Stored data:
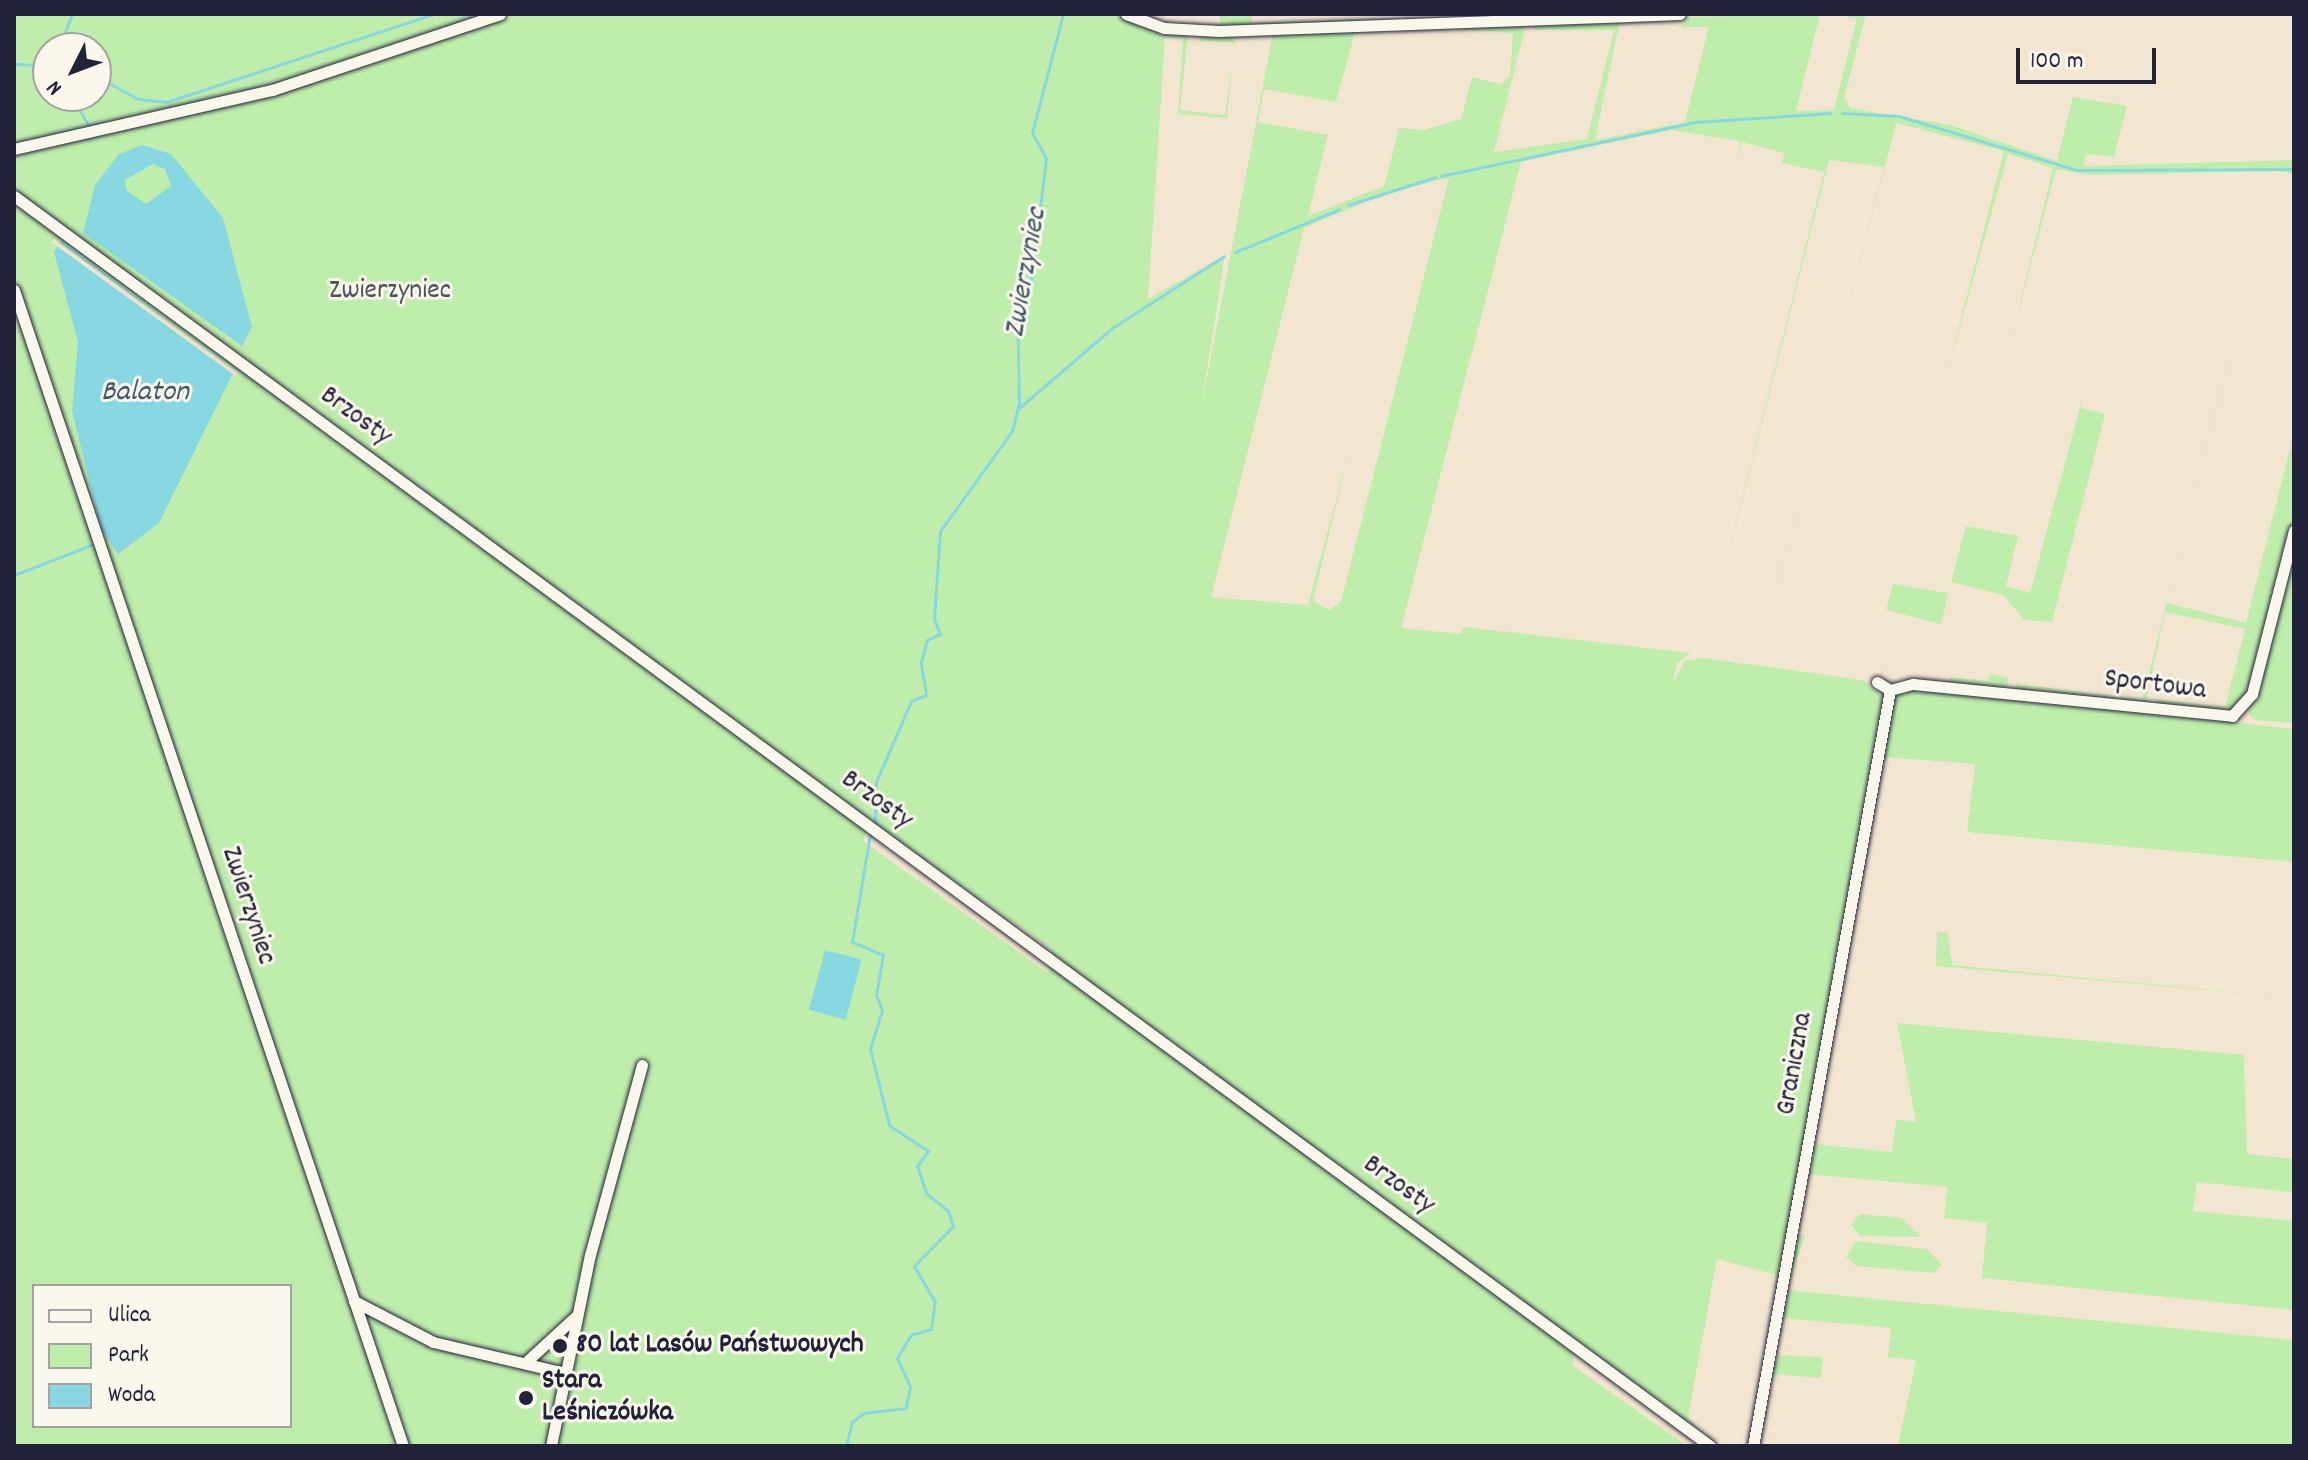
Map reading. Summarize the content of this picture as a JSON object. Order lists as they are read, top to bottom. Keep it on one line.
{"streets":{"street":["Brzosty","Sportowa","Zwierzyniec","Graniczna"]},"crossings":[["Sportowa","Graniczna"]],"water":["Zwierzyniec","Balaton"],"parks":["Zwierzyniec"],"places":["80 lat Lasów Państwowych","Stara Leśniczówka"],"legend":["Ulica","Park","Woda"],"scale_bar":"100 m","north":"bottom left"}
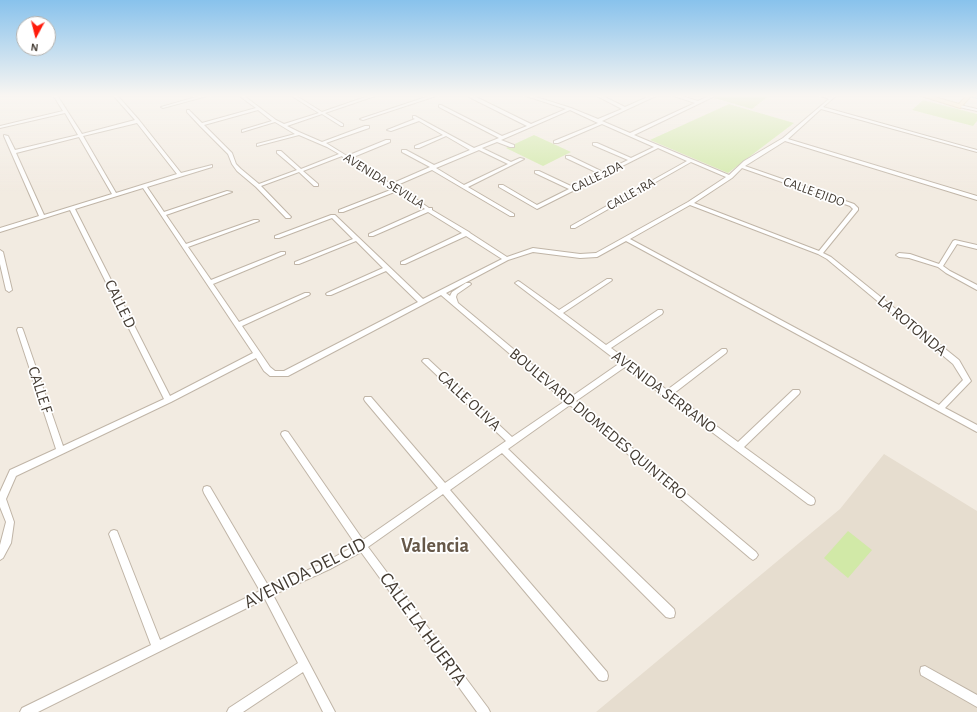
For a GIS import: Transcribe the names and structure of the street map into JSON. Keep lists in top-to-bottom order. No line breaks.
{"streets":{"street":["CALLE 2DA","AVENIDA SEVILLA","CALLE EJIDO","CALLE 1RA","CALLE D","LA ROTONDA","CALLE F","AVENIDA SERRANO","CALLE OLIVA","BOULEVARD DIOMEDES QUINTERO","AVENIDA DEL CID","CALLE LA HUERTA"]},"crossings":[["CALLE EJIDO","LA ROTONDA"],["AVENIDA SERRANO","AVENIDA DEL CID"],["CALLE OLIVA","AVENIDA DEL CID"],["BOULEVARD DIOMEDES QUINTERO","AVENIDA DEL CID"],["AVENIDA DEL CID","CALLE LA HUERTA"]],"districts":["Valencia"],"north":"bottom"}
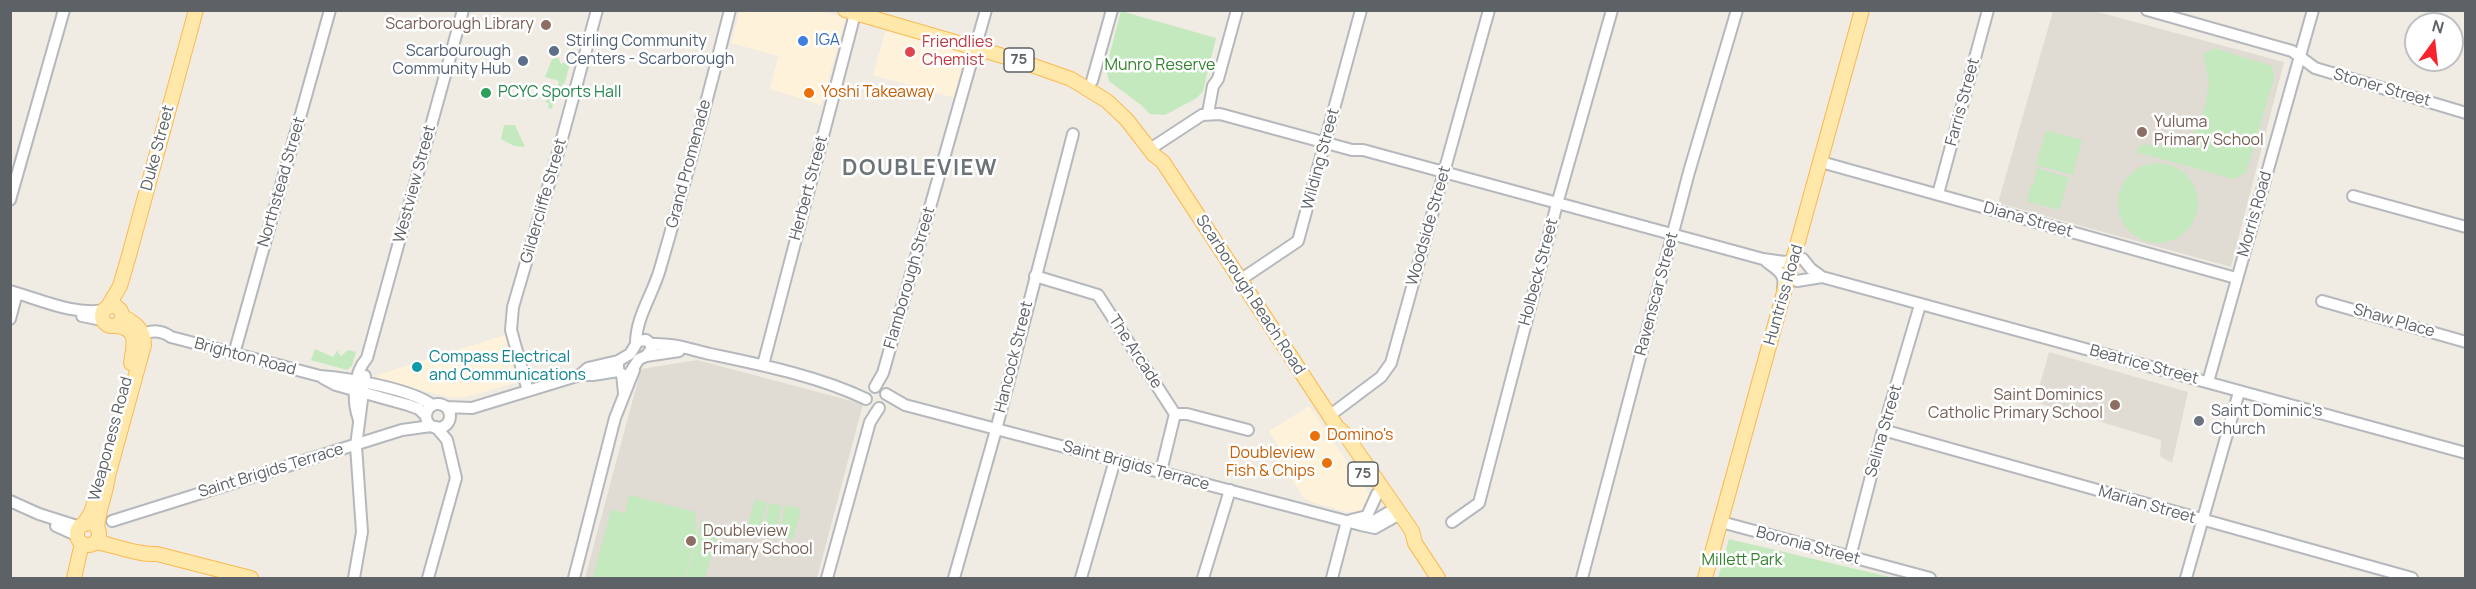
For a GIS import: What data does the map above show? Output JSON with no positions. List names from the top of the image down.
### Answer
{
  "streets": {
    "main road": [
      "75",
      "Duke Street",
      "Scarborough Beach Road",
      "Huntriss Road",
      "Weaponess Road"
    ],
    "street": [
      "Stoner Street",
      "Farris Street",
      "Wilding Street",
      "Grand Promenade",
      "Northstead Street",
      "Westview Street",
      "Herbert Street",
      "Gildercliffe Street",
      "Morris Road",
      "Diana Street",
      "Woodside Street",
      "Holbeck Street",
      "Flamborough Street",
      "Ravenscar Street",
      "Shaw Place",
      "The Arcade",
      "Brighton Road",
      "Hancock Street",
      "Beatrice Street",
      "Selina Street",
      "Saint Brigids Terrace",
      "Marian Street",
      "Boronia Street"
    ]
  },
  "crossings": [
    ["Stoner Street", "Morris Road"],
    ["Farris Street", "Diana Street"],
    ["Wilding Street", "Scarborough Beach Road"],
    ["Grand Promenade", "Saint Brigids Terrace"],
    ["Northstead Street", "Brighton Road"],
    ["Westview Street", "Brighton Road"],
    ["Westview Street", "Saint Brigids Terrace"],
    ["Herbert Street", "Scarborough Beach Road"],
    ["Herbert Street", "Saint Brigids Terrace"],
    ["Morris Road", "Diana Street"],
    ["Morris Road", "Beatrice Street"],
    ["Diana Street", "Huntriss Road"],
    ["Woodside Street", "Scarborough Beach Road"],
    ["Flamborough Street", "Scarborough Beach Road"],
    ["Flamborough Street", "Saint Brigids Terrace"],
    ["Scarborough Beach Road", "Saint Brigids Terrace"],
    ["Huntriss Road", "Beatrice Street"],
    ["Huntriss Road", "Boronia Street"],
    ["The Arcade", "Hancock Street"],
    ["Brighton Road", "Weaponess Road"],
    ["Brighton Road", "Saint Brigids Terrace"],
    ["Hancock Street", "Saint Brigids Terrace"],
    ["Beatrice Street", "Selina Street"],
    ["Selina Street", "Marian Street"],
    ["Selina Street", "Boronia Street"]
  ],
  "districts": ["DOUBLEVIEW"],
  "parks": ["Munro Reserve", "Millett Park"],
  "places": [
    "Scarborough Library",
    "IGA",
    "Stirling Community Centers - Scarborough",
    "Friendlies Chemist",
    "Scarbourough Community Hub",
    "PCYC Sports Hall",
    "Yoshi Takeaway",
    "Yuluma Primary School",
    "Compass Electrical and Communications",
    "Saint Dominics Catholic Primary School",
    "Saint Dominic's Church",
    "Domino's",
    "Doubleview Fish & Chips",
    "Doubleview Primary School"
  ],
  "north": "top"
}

◆ **Task to carry out**:
When a line in the records above holds "Herbert", that line is to be reported.

◆ **Solution to this problem**:
      "Herbert Street",
    ["Herbert Street", "Scarborough Beach Road"],
    ["Herbert Street", "Saint Brigids Terrace"],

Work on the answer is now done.